[Data items]
-*-*-

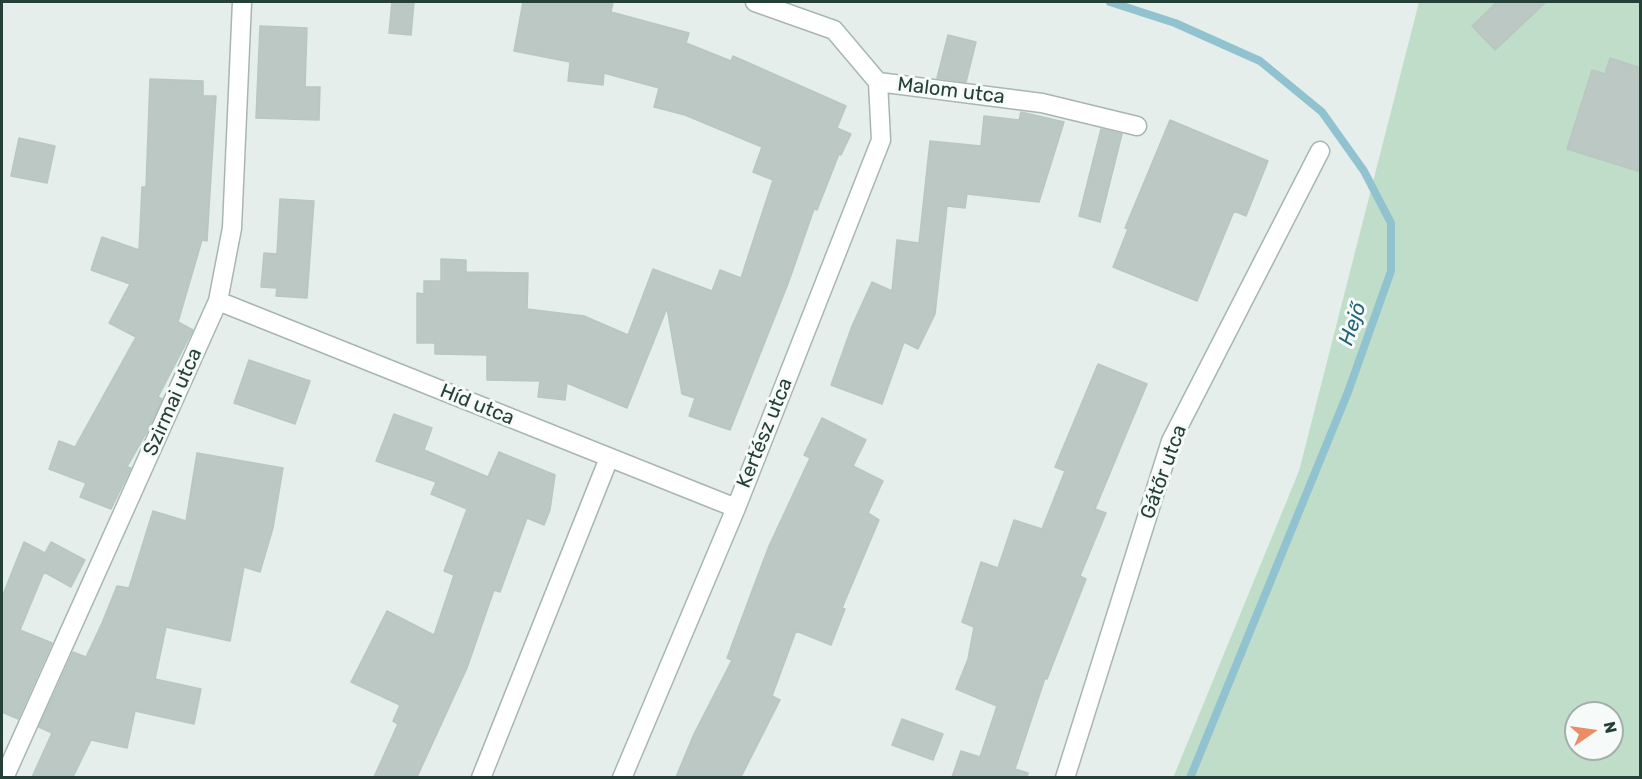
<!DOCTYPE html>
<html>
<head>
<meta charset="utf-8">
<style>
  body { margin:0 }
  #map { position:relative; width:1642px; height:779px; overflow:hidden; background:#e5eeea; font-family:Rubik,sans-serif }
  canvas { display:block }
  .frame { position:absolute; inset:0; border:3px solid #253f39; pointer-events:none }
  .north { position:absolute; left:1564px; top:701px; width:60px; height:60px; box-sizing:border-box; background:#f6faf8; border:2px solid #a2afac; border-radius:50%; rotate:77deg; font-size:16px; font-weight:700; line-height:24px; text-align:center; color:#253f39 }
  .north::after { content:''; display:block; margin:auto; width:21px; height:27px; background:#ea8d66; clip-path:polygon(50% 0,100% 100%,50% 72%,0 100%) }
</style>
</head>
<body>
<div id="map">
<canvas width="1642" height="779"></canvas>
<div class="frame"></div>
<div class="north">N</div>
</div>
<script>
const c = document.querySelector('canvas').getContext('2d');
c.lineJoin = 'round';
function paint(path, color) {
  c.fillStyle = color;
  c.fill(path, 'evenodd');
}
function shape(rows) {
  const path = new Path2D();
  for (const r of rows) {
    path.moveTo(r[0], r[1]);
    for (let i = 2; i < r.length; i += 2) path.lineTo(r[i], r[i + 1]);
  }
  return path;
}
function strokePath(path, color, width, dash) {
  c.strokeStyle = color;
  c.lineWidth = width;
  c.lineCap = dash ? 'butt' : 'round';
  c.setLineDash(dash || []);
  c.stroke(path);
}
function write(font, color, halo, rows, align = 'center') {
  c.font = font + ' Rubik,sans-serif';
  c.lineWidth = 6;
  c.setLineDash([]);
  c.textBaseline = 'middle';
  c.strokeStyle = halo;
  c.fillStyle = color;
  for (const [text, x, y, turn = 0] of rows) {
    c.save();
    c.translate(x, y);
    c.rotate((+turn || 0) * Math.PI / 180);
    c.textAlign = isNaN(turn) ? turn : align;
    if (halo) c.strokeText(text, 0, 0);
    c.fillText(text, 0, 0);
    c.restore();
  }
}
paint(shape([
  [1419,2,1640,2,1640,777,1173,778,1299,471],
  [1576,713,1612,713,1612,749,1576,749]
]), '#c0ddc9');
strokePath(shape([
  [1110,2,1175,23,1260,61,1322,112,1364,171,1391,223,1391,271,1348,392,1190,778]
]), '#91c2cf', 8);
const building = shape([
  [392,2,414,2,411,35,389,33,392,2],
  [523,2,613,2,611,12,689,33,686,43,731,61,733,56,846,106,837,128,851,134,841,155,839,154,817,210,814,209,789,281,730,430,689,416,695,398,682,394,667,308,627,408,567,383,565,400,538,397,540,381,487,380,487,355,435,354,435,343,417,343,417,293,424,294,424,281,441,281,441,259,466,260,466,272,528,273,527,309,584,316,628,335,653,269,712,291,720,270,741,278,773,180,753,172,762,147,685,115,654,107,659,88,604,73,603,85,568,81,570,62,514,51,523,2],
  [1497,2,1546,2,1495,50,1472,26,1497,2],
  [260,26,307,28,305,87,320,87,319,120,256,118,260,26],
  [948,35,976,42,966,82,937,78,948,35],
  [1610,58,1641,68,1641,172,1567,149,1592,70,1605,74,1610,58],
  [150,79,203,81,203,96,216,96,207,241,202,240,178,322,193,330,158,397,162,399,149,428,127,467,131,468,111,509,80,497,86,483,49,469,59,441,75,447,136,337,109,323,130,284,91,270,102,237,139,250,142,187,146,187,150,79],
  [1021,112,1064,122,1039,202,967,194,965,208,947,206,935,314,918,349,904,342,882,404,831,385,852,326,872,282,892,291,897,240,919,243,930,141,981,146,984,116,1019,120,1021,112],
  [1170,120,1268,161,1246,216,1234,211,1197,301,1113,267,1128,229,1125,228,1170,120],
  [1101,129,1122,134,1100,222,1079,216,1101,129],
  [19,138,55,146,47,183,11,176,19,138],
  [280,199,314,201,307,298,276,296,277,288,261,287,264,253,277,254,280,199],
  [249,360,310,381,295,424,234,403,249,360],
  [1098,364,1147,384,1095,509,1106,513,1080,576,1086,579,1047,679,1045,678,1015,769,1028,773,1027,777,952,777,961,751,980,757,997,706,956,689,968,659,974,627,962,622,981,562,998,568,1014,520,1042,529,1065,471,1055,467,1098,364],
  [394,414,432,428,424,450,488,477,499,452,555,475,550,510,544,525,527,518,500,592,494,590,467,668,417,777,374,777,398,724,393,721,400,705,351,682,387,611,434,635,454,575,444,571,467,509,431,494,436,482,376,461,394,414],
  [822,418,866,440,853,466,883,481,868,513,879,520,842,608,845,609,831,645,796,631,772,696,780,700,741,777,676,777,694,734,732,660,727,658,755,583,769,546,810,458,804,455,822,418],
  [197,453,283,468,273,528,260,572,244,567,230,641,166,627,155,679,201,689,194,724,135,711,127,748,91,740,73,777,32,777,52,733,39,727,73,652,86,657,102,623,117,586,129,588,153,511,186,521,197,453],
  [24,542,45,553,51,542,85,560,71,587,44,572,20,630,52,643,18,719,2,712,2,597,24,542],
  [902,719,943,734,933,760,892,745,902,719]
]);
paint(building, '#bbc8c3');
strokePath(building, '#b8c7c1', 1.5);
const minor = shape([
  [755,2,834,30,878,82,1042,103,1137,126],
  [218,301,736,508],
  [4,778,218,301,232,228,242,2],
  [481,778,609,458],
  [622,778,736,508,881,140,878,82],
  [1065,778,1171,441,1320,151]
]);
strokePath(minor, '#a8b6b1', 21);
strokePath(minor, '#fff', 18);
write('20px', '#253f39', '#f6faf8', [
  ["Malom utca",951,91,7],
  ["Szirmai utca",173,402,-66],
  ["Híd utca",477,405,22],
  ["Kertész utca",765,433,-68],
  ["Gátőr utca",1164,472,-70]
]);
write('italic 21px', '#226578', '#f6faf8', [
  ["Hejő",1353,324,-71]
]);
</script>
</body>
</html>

-*-*-

* _WHAT TO DO_
For the word "strokeStyle", go through the records and show each line that carries it.

* _ANSWER BOX_
  c.strokeStyle = color;
  c.strokeStyle = halo;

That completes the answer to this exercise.